A common criterion among plans to re-open, including the President's, is that covid-19 cases be on the decline. Despite this, three states started to re-open on May 4th despite an increase in the number of covid-19 related deaths. More concerning, a federal model, not previously available to the public but obtained by the New York Times on May 4, showed a predicted national trend towards more daily covid-19 deaths. Additionally, data shows that Florida and Georgia, two of the earliest states to re-open, have recently decreased the number of covid-19 tests performed daily, despite the fact that ample testing is another criterion for re-opening under President Trump's plan. While the effects of opening remain to be seen, premature openings could cost many lives. New York Times. 5 May 2020.
Brief19 previously reported on the poor quality of existing coronavirus antibody testing kits. These tests came to market under Emergency Use Authorizations granted by the FDA. As a result, new tests were not required to go through the regulatory processes normally require that manufacturers demonstrate that their products do what they purport to do. Many new tests have failed to produce accurate results. This could have substantial implications as states make decisions based on information garnered from antibody tests about reopening. To combat inaccuracies, on May 4th the FDA ordered antibody test manufacturers to provide evidence within ten days that their tests are accurate. Those that fail to do so will be removed from market. If we are to make policy decisions based on epidemiologic information, it is crucial that the information be accurate. This is an important step towards that goal. 5 May 2020.
Last week, the FDA granted remdesivir emergency use authorization for severely ill hospitalized patients with covid-19 after Anthony Fauci announced that data from a study conducted by the National Institutes of Health preliminarily showed the medication could shorten the duration of hospitalization for these patients. In an unprecedented move, the U.S. government will be allocating the drug to authorized distributors and federal agencies, taking allocation decisions out of the hands of the drug's maker, Gilead. While Gilead has not yet announced the price for the medication, it has pledged to donate an initial 1.5 million doses, enough to treat 150,000-300,000 patients, with plans to produce enough medication to treat 1 million people by the end of 2020. Politico. 7 May 2020.

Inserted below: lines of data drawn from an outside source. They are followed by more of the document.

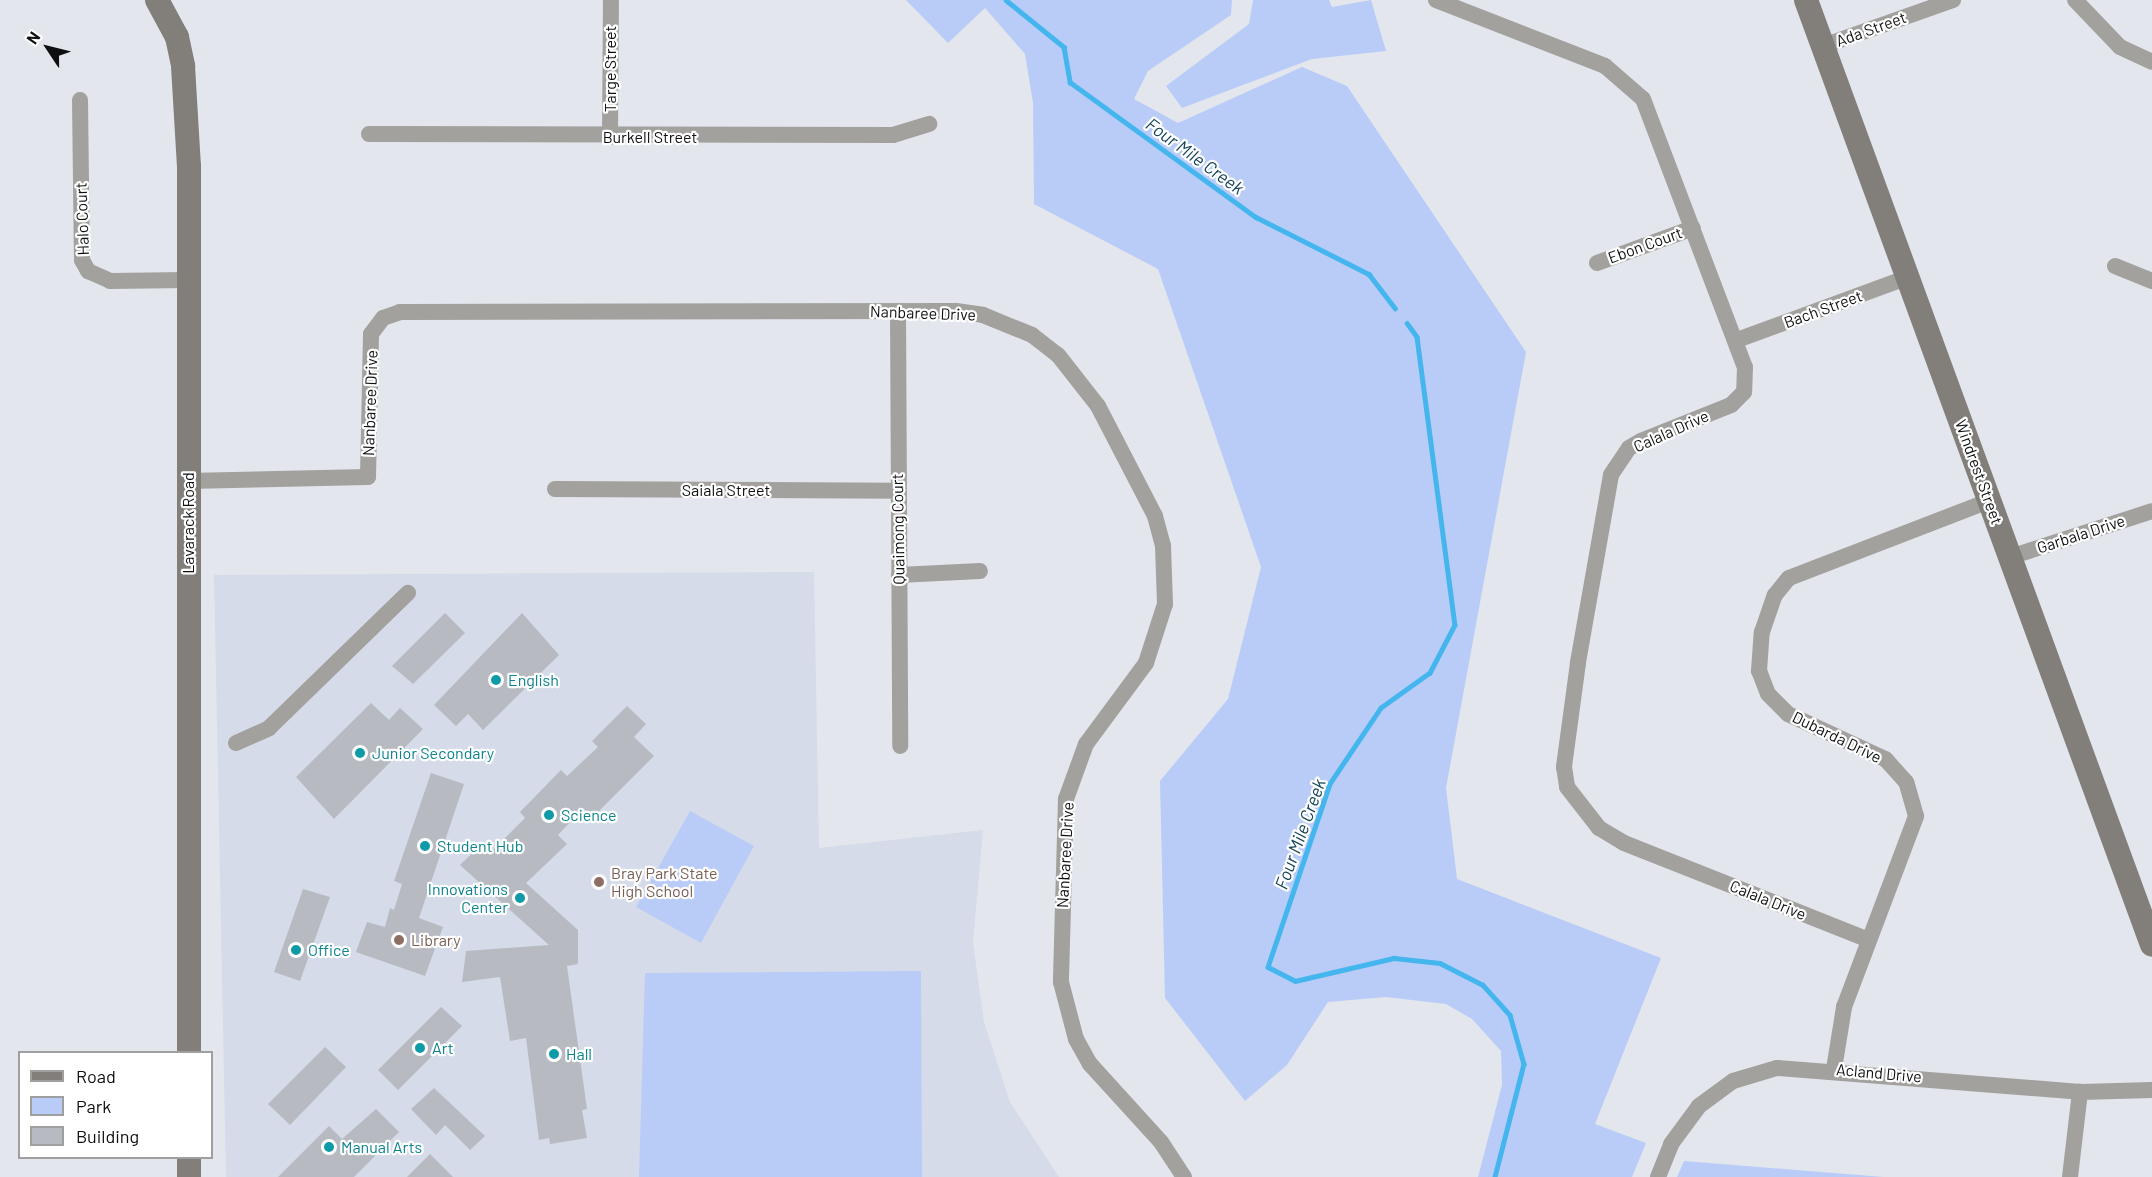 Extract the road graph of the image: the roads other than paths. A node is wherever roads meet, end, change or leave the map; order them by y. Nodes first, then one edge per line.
1 (157, 0) edge
2 (611, 0) edge
3 (1436, 0) edge
4 (1806, 0) edge
5 (1953, 0) edge
6 (2075, 0) edge
7 (1823, 46) junction
8 (2152, 62) edge
9 (80, 100) dead end
10 (929, 124) dead end
11 (369, 134) dead end
12 (610, 137) junction
13 (1693, 228) junction
14 (1598, 263) dead end
15 (2115, 266) dead end
16 (1908, 277) junction
17 (187, 280) junction
18 (2152, 281) edge
19 (898, 311) junction
20 (1737, 340) junction
21 (188, 482) junction
22 (555, 489) dead end
23 (897, 491) junction
24 (1989, 501) junction
25 (2152, 511) edge
26 (2010, 557) junction
27 (980, 572) dead end
28 (899, 575) junction
29 (408, 593) dead end
30 (236, 743) dead end
31 (900, 746) dead end
32 (1867, 939) junction
33 (2152, 945) edge
34 (189, 1051) edge
35 (1834, 1069) junction
36 (2152, 1090) edge
37 (2080, 1092) junction
38 (189, 1159) edge
39 (189, 1177) edge
40 (1184, 1177) edge
41 (1658, 1177) edge
42 (2070, 1177) edge

1 - 17 street, Lavarack Road
2 - 12 street, Targe Street
3 - 13 street, Calala Drive
4 - 7 street, Windrest Street
5 - 7 street, Ada Street
6 - 8 street
7 - 16 street, Windrest Street
9 - 17 street, Halo Court
10 - 12 street, Burkell Street
11 - 12 street, Burkell Street
13 - 14 street, Ebon Court
13 - 20 street, Calala Drive
15 - 18 street
16 - 20 street, Bach Street
16 - 24 street, Windrest Street
17 - 21 street, Lavarack Road
19 - 21 street, Nanbaree Drive
19 - 23 street, Quaimong Court
19 - 40 street, Nanbaree Drive
20 - 32 street, Calala Drive
21 - 34 street, Lavarack Road
22 - 23 street, Saiala Street
23 - 28 street, Quaimong Court
24 - 26 street, Windrest Street
24 - 32 street, Dubarda Drive
25 - 26 street, Garbala Drive
26 - 33 street, Windrest Street
27 - 28 street
28 - 31 street, Quaimong Court
29 - 30 street
32 - 35 street, Dubarda Drive
35 - 37 street, Acland Drive
35 - 41 street, Acland Drive
36 - 37 street, Acland Drive
37 - 42 street
38 - 39 street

The USDA Coronavirus Food Assistance Program is providing $16 billion in direct aid to farmers and ranchers while purchasing $3 billion in perishable foods from distributors. The Agriculture Department has also taken steps to purchase food for food bank distribution and to subsidize food bank administrative expenses. Some states have expanded Electronic Benefit Transfer and Supplemental Nutrition Assistance Program benefits (formerly known as the "Food Stamp Program.") (Even so, there has been an alarming rise in American households experiencing food insecurity.) Left out of these relief measures, however, are the workers on whom the supply chain depends. Many have lost jobs—60% of jobs lost in March were in food services—while others, like employees of meat packing plants, are considered essential and are working in crowded conditions that have already led to SARS-CoV-2 major outbreaks. At one Tyson Foods plant in Iowa, for example, more than half of the workers have tested positive for the virus. Various. 7 May 2020.

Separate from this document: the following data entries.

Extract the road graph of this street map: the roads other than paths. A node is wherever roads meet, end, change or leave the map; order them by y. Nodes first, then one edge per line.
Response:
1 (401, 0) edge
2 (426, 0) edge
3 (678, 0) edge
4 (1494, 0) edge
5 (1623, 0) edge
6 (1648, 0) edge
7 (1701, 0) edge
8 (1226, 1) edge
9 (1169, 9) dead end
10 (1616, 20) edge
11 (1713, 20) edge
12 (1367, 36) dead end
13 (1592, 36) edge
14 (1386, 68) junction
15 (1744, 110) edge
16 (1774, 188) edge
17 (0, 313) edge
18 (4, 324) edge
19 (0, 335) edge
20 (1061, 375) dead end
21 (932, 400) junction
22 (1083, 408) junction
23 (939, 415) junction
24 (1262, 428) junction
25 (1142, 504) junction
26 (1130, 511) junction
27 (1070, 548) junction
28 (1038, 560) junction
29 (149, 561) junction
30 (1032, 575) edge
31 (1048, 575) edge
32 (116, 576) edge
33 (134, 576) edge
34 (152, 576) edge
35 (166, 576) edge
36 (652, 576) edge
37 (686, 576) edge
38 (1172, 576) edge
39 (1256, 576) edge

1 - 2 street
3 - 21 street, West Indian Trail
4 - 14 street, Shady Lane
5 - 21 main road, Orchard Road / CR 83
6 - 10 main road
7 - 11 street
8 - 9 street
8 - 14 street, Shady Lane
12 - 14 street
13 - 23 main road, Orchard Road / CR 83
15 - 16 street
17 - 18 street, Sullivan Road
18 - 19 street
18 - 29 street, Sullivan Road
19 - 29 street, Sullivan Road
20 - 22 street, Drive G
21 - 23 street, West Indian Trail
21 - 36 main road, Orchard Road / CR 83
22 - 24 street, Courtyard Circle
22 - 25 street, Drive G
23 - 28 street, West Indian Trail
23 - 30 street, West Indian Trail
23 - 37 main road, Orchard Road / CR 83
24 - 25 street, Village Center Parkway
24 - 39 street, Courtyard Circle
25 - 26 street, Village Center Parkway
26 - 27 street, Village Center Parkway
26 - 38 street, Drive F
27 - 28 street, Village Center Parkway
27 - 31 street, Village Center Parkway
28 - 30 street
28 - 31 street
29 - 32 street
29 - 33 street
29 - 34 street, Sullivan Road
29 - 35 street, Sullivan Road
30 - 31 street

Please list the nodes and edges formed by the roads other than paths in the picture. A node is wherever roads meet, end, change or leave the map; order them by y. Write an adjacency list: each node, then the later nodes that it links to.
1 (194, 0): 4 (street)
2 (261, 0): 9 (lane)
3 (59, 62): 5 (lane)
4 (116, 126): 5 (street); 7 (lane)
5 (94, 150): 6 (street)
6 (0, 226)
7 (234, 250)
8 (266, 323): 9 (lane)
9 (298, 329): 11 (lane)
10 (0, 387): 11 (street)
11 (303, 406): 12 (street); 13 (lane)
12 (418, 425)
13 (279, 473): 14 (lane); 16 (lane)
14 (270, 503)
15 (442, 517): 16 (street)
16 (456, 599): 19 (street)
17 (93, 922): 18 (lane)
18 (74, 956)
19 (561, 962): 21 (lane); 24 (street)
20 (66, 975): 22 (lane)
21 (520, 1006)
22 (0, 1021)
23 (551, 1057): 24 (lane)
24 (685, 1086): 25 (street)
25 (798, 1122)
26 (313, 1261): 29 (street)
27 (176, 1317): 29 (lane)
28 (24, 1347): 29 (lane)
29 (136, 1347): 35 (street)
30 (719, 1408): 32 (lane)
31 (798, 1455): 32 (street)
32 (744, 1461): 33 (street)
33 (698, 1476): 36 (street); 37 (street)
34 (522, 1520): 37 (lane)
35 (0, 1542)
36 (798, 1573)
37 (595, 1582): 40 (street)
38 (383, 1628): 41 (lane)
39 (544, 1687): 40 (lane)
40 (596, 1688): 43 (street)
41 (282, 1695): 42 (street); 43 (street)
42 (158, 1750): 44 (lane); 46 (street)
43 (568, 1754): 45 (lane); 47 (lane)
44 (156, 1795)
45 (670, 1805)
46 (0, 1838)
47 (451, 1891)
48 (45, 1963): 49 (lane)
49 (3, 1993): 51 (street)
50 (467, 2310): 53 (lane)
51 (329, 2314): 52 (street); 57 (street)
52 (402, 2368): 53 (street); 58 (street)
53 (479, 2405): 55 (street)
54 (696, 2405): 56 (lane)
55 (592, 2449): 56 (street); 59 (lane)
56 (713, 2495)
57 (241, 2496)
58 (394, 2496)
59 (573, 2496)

A recent CDC Morbidity and Mortality Weekly Report shows that while Black patients accounted for 47% of all all-cause hospitalizations in patients in Atlanta and southern Georgia through March 2020, Black patients comprised over 80% of the patients hospitalized specifically for covid-19. The median age was not significantly different between Black and non-Black patients. Black patients were not more likely to have diabetes, heart disease, or severe obesity, though they were more likely to be Medicaid beneficiaries. With respect to covid-19 care, Black patients were not more likely to require mechanical ventilation or die in the hospital. This information suggests that Black patients did not have increased risk factors for hospitalization in general, but were nevertheless disproportionately represented in patients hospitalized especially for covid-19. Abbreviated from Brief19 for 5 May 2020.

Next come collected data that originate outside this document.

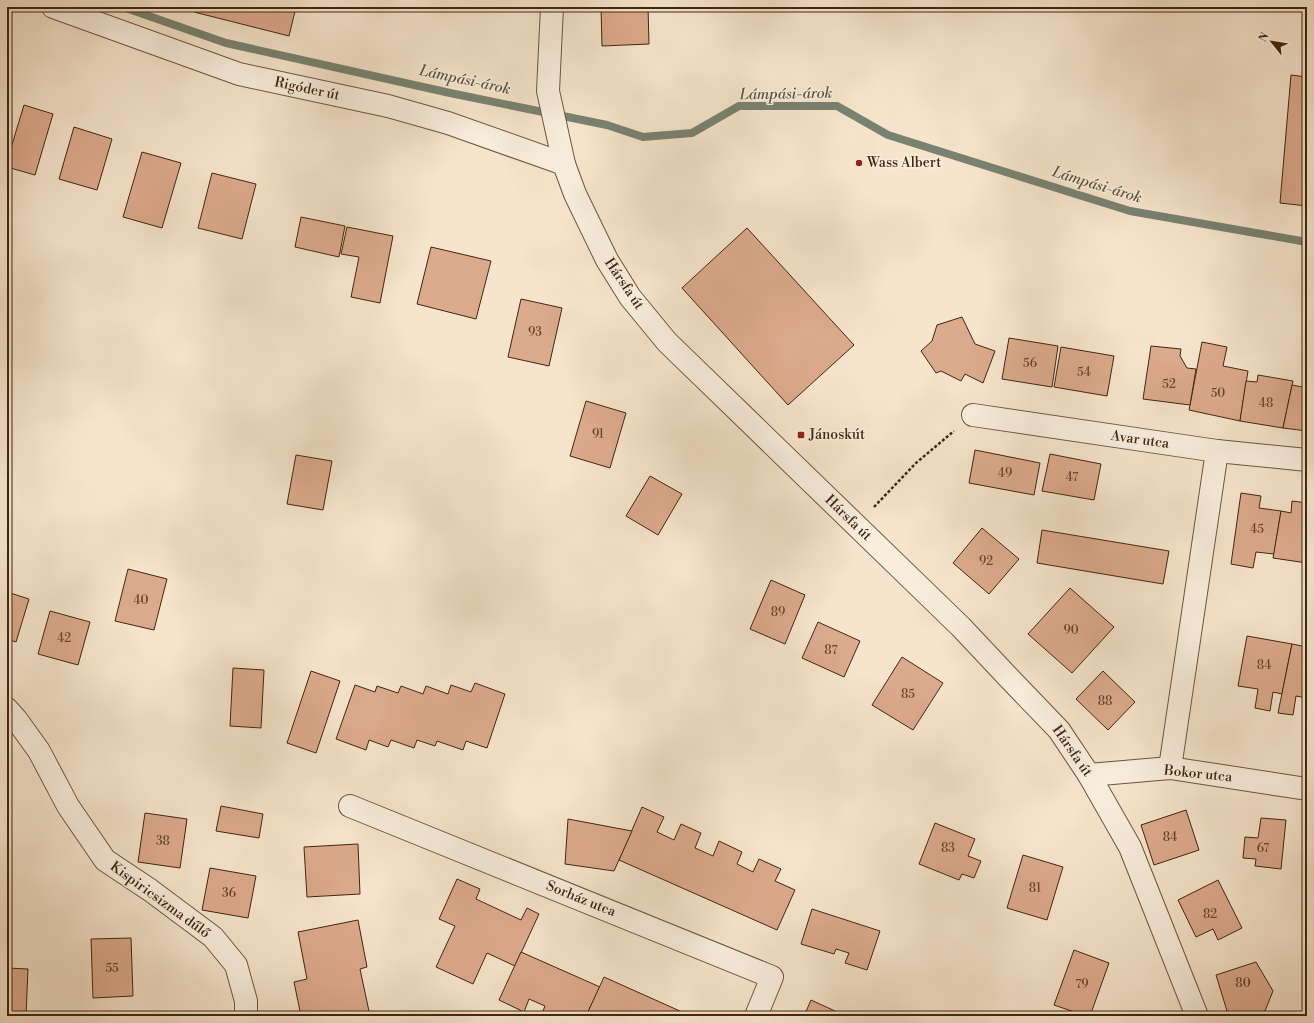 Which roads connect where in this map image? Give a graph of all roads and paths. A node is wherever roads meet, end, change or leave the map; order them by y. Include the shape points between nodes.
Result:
1 (53, 7) edge
2 (552, 7) edge
3 (564, 164) junction
4 (973, 415) joint
5 (1217, 451) junction
6 (1307, 460) edge
7 (856, 526) junction
8 (7, 709) edge
9 (1170, 768) junction
10 (1089, 775) junction
11 (1307, 789) edge
12 (350, 806) dead end
13 (246, 1016) edge
14 (756, 1016) edge
15 (1197, 1016) edge

1 - 3 street, Rigóder út via 239,74 388,106 448,123
2 - 3 street, Hársfa út via 548,91
3 - 7 street, Hársfa út via 575,194 607,260 630,297 667,342
4 - 5 street, Avar utca
4 - 7 path via 916,463
5 - 6 street, Avar utca
5 - 9 street
7 - 10 street, Hársfa út via 961,626 1059,730
8 - 13 street, Kispiricsizma dűlő via 39,751 68,806 105,860 212,937 236,965 246,1001
9 - 10 street, Bokor utca
9 - 11 street, Bokor utca
10 - 15 street, Hársfa út via 1130,847
12 - 14 street, Sorház utca via 772,977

Last week, Brief19 described the disproportionate effect covid-19 has had on the Navajo nation. Delays in financial relief provided under the CARES Act, the $3 trillion relief legislation passed last month, have only made things worse. The bill appropriated $8 billion for tribal governments. However, Alaska Native corporations, which are for-profit entities, have made claims that they should also have access to this funding. Their position is that they manage areas of Native land and, in essence, function in a government-like capacity. Tribal governments filed a lawsuit against the United States Treasury Department after it decided that these corporations could compete and apply for the aid. As a result, the funds are now frozen, causing further delays in help for the intended recipients of the money. New York Times. 4 May 2020.